§ **WHAT IS NEEDED**:
Among the lines of this listing, count those that include "Shropshire" and state the count by itself.

§ **INFORMATION SHOWN**:
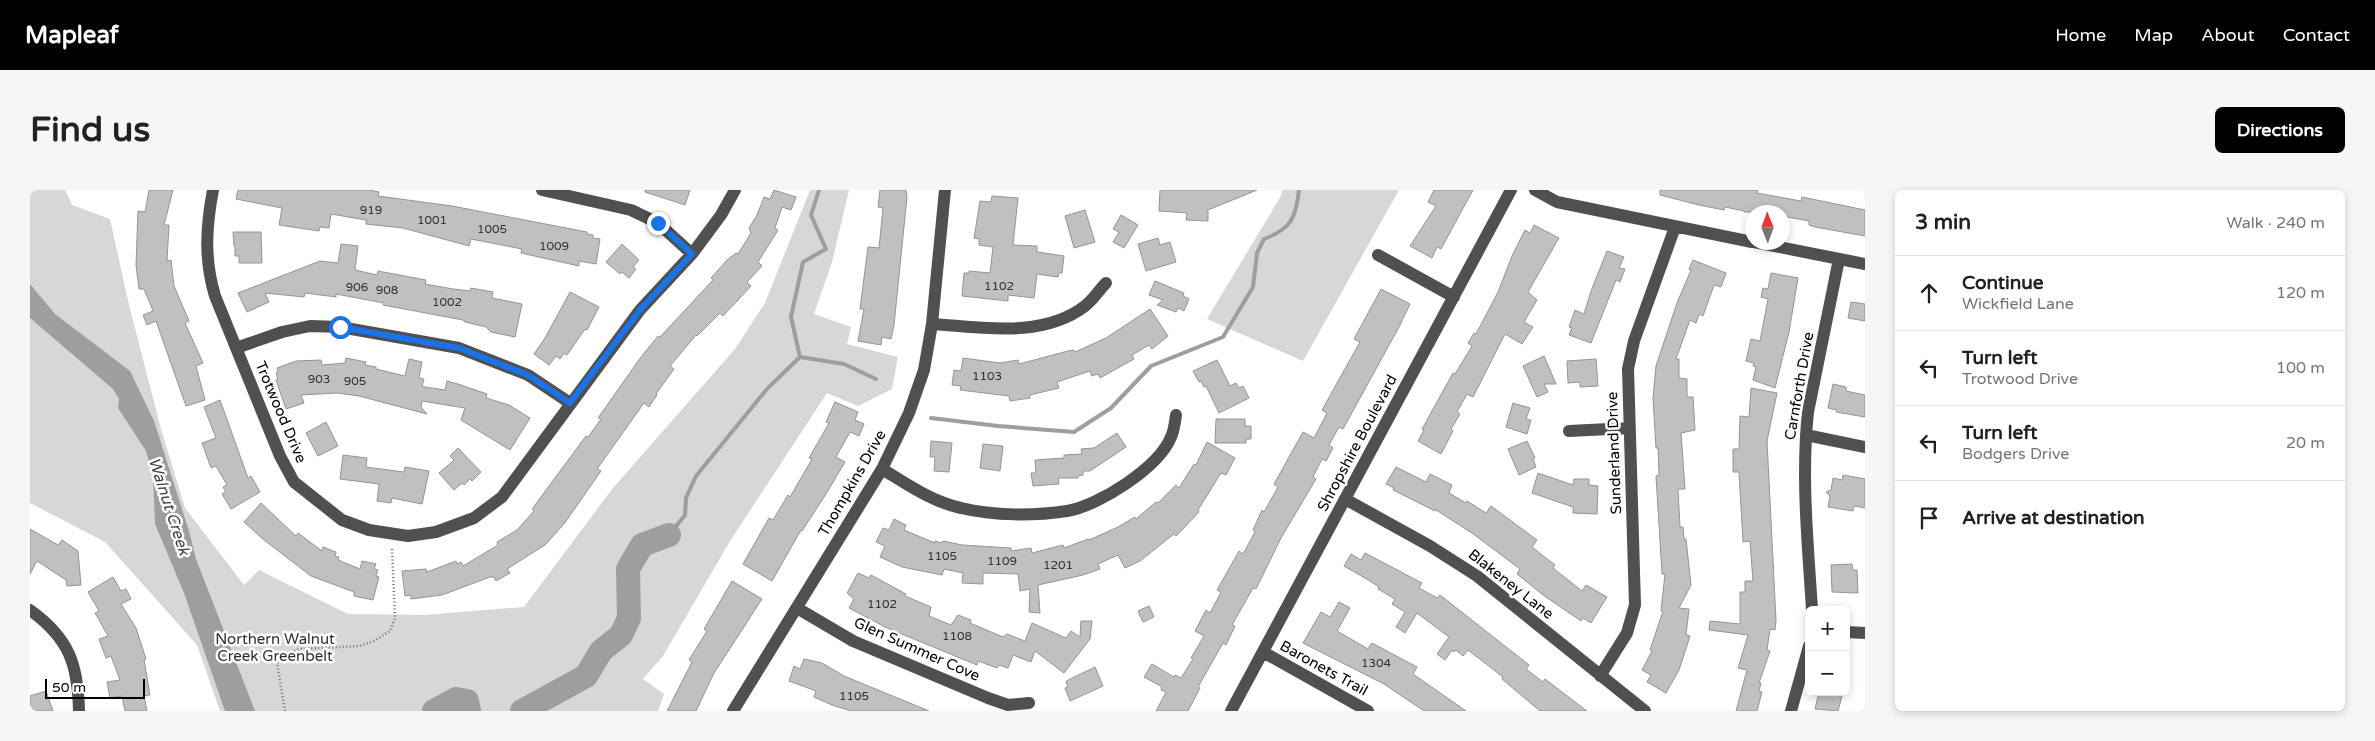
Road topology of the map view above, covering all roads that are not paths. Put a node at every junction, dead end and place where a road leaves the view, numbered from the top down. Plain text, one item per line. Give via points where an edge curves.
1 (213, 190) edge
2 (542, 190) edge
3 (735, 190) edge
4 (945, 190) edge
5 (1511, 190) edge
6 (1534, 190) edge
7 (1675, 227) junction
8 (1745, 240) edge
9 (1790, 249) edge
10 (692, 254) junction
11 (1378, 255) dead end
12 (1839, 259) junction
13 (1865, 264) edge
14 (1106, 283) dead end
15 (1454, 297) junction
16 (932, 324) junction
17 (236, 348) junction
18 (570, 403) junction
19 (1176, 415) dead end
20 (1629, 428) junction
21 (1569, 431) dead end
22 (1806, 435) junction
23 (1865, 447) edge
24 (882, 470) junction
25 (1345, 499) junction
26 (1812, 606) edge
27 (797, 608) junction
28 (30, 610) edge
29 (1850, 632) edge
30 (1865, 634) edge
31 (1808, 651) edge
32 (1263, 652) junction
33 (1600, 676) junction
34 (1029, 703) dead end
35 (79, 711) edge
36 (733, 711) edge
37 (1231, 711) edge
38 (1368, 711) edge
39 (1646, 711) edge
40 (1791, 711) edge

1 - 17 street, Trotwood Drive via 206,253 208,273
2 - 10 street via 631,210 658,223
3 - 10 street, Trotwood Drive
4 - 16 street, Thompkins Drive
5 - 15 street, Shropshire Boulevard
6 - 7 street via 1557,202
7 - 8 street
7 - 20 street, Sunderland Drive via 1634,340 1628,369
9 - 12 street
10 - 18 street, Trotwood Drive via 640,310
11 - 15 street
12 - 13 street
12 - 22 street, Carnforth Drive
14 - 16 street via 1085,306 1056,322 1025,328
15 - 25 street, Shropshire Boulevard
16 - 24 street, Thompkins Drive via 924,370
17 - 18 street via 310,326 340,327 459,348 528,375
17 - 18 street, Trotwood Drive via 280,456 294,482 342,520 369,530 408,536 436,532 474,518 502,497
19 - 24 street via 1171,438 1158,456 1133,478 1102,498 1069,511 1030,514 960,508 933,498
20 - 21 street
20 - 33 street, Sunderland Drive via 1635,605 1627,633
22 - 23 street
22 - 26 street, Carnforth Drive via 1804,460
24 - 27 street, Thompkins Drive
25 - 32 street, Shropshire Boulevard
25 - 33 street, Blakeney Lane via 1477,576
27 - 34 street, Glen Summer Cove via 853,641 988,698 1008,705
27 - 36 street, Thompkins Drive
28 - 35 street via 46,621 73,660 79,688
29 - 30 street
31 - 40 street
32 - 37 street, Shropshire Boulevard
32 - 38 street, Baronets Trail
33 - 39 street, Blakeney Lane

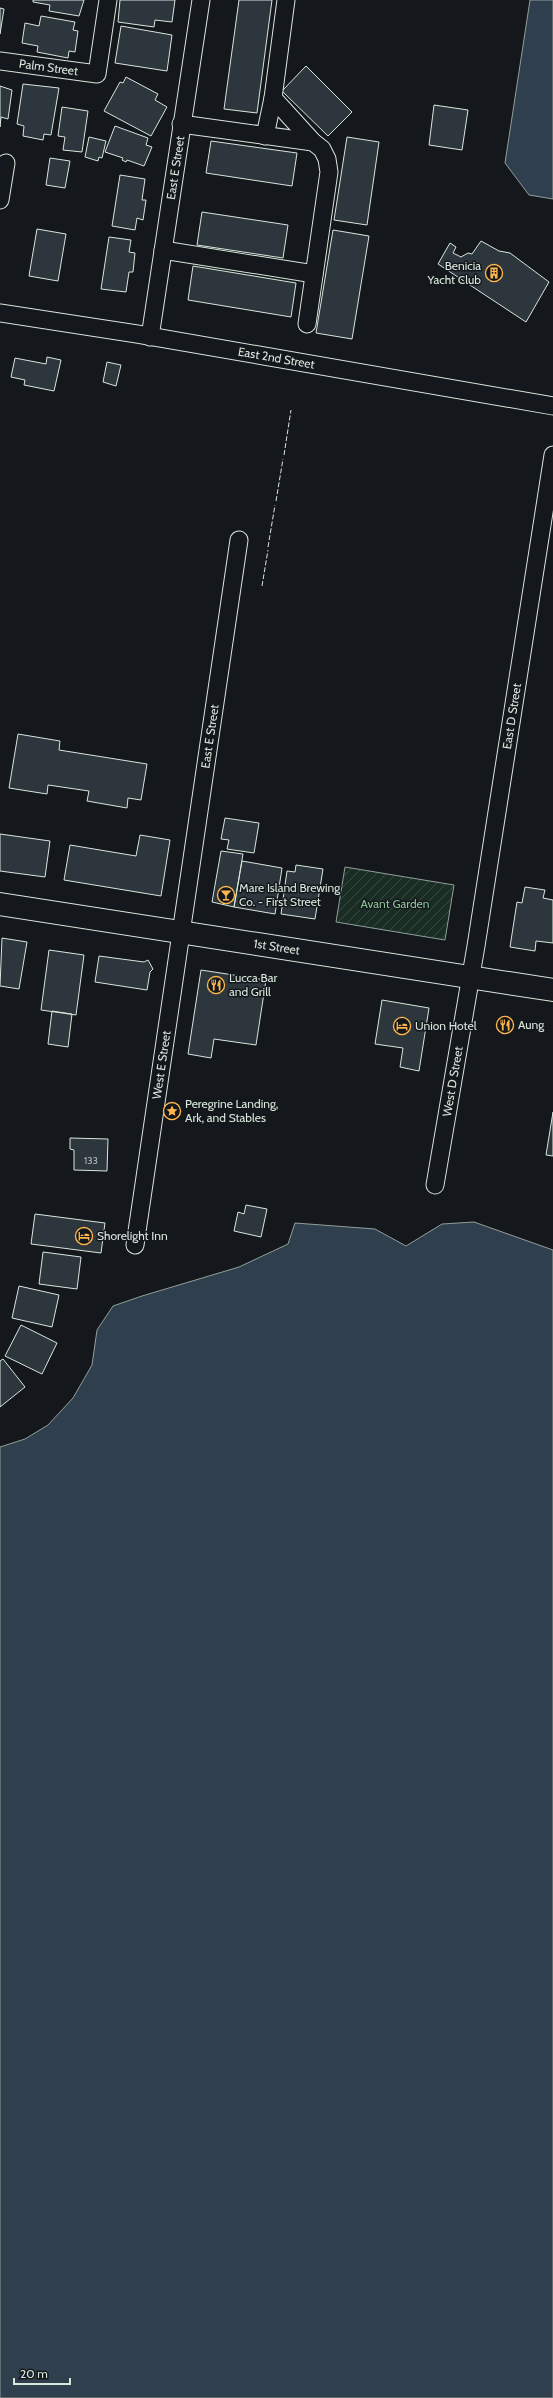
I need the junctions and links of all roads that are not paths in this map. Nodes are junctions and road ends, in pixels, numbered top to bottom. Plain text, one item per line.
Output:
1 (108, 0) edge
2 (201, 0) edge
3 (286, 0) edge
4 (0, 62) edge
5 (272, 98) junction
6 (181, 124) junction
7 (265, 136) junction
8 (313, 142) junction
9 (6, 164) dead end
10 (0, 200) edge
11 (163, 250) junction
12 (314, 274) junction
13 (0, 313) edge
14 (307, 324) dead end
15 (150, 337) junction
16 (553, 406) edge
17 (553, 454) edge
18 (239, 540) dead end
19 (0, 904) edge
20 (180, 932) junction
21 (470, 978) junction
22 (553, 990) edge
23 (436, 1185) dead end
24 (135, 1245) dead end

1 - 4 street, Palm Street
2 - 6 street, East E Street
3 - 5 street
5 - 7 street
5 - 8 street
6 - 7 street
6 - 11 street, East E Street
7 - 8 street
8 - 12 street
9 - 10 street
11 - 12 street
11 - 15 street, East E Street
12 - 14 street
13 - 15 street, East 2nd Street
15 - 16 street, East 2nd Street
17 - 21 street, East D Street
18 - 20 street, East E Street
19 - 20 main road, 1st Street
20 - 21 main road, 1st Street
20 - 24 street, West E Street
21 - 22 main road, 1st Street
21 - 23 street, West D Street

§ **RESULT BELOW**:
4